Initial changes which have been implemented are:
- The headline news is that the current qualifying period for unfair dismissal has been increased from one year to two years, from April 2012. This change is intended to lessen the numbers of claims going to tribunal. However, this will not affect employees who only have 12 months continuity when the new rules are applied so existing rights will not be affected.
- Employment judges will be able to sit alone without lay members in unfair dismissal cases.
- Witness expenses can now be ordered to be paid by a party to the claim and the maximum costs order has been increased from £10,000 to £20,000. In weak cases, deposits of £1,000 can be ordered – this was previously limited to £500.
- Immigration rules have been changed so that the stay of temporary Tier 2 migrants can be limited to 6 years and overseas domestic workers will be restricted in changing employer.
Other changes which have been mooted and appear to be in the pipeline include:
- A new system of pre claim mediation of claims may be introduced with an initial trial run involving the retail sector, followed by geographical mediation that will run cross-sector.
- Early conciliation will last 4 weeks which may be extended to 6 weeks by ACAS, and forms will be submitted to ACAS and not a tribunal in the first instance. Claim forms will be required to go to a tribunal later if the conciliation does not work.
- Compromise agreements will be standardised with provision of a model text to employers. It remains to be seen whether any real costs savings will apply since most large employers already have standard agreements and if not employers’ lawyers use standard precedents which can be modified.
- The long and laborious listing of each end every claim which will be seen in all standard such agreements may be abolished, and lawyers who advise on discrimination will be free to advise clients on compromise agreements, an area currently shrouded in some doubt.
- At present there has to be a dispute in existence to enable ‘without prejudice’ offers to be made by either employer or employee – that will change with the proposed introduction of ‘protected conversations’, where an offer can be made even if no dispute has arisen. So it would not be necessary to issue a grievance or instigate disciplinary proceedings as now in order to create a notional dispute.
- More worrying for claimants is the proposed introduction of fees ranging from £150-£250 to issue a claim and £250- £2,150 if the case proceeds to a full hearing. Also, fees may be introduced for counterclaims, lodging appeals, obtaining written reasons and reviews of cases all of which are free to the parties at present. So employers will also be hit financially.

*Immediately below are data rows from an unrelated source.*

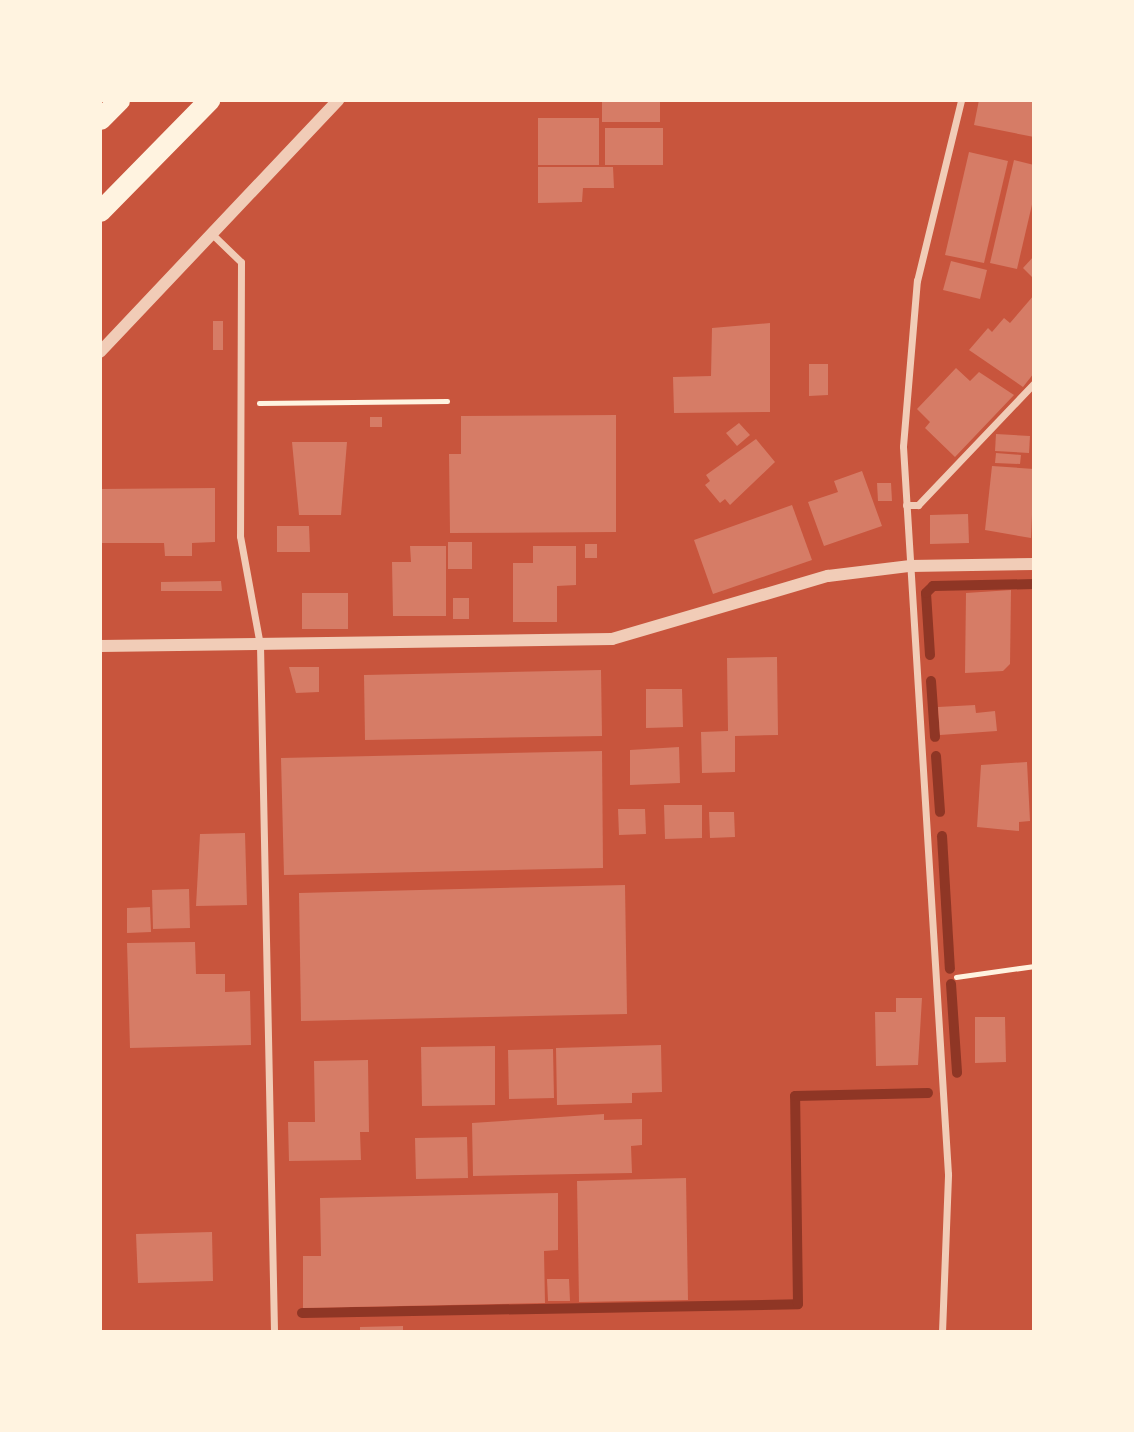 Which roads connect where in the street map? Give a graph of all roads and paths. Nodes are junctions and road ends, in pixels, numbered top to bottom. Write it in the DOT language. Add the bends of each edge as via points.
graph roads {
  1 [pos="119,100"];
  2 [pos="209,100"];
  3 [pos="338,100"];
  4 [pos="961,100"];
  5 [pos="100,119"];
  6 [pos="100,211"];
  7 [pos="212,234"];
  8 [pos="100,352"];
  9 [pos="1034,383"];
  10 [pos="447,401"];
  11 [pos="240,403"];
  12 [pos="906,505"];
  13 [pos="1034,564"];
  14 [pos="909,566"];
  15 [pos="260,645"];
  16 [pos="100,646"];
  17 [pos="1034,966"];
  18 [pos="959,976"];
  19 [pos="274,1332"];
  20 [pos="942,1332"];
  1 -- 5 [label="highway"];
  2 -- 6 [label="highway"];
  3 -- 7 [label="street"];
  4 -- 12 [label="street" via="917,282 903,446"];
  7 -- 8 [label="street"];
  7 -- 11 [label="street" via="241,262"];
  9 -- 12 [label="street" via="918,505"];
  10 -- 11 [label="path"];
  11 -- 15 [label="street" via="240,536"];
  12 -- 14 [label="street"];
  13 -- 14 [label="street"];
  14 -- 15 [label="street" via="787,586 660,630 612,639"];
  14 -- 20 [label="street" via="948,1174"];
  15 -- 16 [label="street"];
  15 -- 19 [label="street"];
  17 -- 18 [label="path" via="999,966"];
}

- There will also be financial penalties imposed on employers found to have breached employment rights where there are "aggravating features". This is proposed as being half the amount of the total award with an upper ceiling of £5,000. It is not known how this differs from the current system where breach of the ACAS code on disciplinary procedures can lead to a 25% increase or decrease in the compensatory award, depending on which party commits the breach.

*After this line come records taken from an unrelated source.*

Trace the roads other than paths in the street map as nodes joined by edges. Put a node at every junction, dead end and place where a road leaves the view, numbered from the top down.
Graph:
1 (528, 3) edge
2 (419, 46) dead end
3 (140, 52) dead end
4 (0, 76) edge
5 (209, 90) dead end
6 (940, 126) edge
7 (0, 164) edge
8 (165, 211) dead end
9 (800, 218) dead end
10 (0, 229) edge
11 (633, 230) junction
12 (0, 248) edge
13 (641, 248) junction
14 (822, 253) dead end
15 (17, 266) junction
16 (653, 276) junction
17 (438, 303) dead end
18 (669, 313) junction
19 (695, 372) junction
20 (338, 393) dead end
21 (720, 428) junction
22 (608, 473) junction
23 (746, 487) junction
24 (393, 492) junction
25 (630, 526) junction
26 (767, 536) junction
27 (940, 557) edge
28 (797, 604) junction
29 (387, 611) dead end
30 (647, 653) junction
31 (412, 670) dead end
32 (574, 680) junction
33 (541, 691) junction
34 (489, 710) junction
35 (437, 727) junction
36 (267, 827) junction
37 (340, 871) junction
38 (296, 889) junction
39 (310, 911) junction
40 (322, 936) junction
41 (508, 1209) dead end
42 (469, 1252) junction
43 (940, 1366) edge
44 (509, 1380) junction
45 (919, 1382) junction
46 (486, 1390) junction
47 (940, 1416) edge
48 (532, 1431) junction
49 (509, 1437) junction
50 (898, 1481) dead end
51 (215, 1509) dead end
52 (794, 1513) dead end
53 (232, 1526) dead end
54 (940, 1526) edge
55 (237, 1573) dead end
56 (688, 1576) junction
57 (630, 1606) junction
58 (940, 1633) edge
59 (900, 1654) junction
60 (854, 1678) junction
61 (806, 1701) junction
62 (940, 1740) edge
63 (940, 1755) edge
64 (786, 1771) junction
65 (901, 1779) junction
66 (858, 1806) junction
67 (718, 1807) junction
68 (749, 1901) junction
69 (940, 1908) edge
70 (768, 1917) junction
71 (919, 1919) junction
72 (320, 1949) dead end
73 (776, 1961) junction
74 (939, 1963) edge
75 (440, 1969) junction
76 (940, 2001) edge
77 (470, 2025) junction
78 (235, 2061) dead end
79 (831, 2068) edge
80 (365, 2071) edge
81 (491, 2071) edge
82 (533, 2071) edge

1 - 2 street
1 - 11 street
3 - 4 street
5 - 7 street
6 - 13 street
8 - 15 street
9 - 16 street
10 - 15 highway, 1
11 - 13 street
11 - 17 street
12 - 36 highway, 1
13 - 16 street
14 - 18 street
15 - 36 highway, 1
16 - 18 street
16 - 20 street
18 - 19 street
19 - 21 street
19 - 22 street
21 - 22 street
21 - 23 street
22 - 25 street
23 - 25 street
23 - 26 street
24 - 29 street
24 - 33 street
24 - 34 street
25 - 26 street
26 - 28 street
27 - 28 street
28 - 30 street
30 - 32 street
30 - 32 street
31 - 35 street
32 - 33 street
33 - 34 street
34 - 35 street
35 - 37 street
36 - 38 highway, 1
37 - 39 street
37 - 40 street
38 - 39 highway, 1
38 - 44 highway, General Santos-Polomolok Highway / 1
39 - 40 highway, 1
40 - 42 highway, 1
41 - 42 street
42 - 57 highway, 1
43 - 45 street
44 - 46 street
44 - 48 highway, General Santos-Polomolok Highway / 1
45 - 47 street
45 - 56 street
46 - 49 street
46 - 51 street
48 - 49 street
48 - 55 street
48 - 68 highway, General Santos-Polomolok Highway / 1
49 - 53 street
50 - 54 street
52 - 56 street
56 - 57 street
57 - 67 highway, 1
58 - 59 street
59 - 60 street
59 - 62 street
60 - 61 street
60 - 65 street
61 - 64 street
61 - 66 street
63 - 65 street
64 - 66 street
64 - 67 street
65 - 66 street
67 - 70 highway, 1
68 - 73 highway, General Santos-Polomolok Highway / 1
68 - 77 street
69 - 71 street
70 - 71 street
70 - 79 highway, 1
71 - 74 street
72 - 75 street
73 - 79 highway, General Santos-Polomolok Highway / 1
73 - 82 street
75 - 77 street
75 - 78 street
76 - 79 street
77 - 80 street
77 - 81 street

Additionally the following changes have been mentioned:
- A review of agency worker regulations – the last regulations were only brought in to force 6 months ago so this may be seen a premature tampering!
- Making CRB checks simpler in order to avoid administrative repetition.
- Extending flexible working to all employees with no service requirements as at present.
- Improving parental leave.
This article is for general information purposes only and does not constitute legal or professional advice. It should not be used as a substitute for legal advice relating to your particular circumstances. Please note that the law may have changed since the date of this article.